Here, we see some useful things. That there is a class="next and that there’s a characteristic li/a with a title “Next Page”. These are all attributes we can target.

What happens if we take some cues from the source and run the Scrapy Shell:

$ scrapy shell "https://www.aph.gov.au/Senators_and_Members/Parliamentarian_Search_Results?q=&mem=1&par=-1&gen=0&ps=0"

with

>>> response.xpath("//a[@title='Next page']/@href")

We see:

[<Selector xpath="//a[@title='Next page']/@href" data='?page=2&q=&mem=1&par=-1&gen=0&ps=12&st=1'>, <Selector xpath="//a[@title='Next page']/@href" data='?page=2&q=&mem=1&par=-1&gen=0&ps=12&st=1'>]
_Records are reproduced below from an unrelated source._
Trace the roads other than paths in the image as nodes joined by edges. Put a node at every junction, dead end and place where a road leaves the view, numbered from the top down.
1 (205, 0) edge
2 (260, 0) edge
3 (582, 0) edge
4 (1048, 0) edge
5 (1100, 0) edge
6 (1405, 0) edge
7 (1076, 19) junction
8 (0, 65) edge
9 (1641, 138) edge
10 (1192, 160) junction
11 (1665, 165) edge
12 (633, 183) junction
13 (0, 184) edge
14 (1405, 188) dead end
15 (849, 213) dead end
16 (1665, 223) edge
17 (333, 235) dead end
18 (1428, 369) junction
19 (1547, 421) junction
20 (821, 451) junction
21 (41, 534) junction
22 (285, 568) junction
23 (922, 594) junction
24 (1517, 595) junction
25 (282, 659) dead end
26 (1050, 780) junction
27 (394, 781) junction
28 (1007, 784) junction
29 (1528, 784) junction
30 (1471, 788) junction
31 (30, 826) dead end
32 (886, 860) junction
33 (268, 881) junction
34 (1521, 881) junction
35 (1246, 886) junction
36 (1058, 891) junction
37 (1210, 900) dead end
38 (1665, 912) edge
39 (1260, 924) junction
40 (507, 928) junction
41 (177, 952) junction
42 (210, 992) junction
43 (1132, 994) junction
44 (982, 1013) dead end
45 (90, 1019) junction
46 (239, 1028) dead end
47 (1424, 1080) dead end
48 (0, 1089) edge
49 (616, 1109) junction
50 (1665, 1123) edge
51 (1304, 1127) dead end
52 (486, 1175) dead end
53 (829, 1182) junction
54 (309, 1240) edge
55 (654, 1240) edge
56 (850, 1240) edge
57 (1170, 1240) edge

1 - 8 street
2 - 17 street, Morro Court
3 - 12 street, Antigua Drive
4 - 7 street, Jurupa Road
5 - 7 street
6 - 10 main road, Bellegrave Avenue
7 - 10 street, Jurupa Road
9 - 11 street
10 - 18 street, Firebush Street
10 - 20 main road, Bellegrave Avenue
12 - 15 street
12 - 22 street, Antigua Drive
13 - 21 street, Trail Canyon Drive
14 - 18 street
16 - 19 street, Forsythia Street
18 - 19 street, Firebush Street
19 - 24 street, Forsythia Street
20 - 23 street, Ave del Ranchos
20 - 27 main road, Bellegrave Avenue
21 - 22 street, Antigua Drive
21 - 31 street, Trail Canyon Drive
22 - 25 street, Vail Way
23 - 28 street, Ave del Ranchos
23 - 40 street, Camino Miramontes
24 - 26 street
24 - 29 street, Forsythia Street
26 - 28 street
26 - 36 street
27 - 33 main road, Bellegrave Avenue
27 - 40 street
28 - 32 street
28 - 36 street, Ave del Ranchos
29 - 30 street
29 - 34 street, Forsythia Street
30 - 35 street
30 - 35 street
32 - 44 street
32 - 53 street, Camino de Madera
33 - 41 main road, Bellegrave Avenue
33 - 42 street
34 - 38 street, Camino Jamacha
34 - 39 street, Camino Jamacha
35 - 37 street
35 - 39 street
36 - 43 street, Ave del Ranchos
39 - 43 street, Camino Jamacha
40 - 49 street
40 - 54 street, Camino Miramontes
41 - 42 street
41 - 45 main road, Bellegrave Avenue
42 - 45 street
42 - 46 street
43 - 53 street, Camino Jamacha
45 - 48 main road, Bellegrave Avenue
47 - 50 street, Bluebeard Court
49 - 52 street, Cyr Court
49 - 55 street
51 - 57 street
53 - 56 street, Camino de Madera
We can use extract_first() here because the links are identical.

>>> response.xpath("//a[@title='Next page']/@href").extract_first()

returns

'?page=2&q=&mem=1&par=-1&gen=0&ps=12&st=1'
>>>

Dealing with relative URLs

Looking at this result and at the source code of the page, we realize that the URLs are all relative to that page. They are all missing part of the URL to become absolute URLs, which we will need if we want to ask our spider to visit those URLs to scrape more data. We could prefix all those URLs with https://www.aph.gov.au/Senators_and_Members/Parliamentarian_Search_Results to make them absolute, but since this is a common occurrence when scraping web pages, Scrapy provides a built-in function to deal with this issue.

To try it out, still in the Scrapy shell, let’s first store the first returned URL into a variable:

>>> testurl = response.xpath("//a[@title='Next page']/@href").extract_first()

Then, we can try passing it on to the urljoin() method:

>>> response.urljoin(testurl)

which returns

'https://www.aph.gov.au/Senators_and_Members/Parliamentarian_Search_Results?page=2&q=&mem=1&par=-1&gen=0&ps=12&st=1'

We see that Scrapy was able to reconstruct the absolute URL by combining the URL of the current page context (the page in the response object) and the relative link we had stored in testurl.

Moving our page-scraping to its own function

We’re going to be doing some work with the spider and moving it around pages. Let’s move our page scraper to its own function and make sure we can move the data we care about between functions.

(editing austmps/austmps/spiders/austmpdata.py)

import scrapy
from austmps.items import AustmpsItem # We need this so that Python knows about the item object

class AustmpdataSpider(scrapy.Spider):
    name = 'austmpdata'  # The name of this spider

    # The allowed domain and the URLs where the spider should start crawling:
    allowed_domains = ['www.aph.gov.au']
    start_urls = ['http://www.aph.gov.au/Senators_and_Members/Parliamentarian_Search_Results?q=&mem=1&par=-1&gen=0&ps=0/']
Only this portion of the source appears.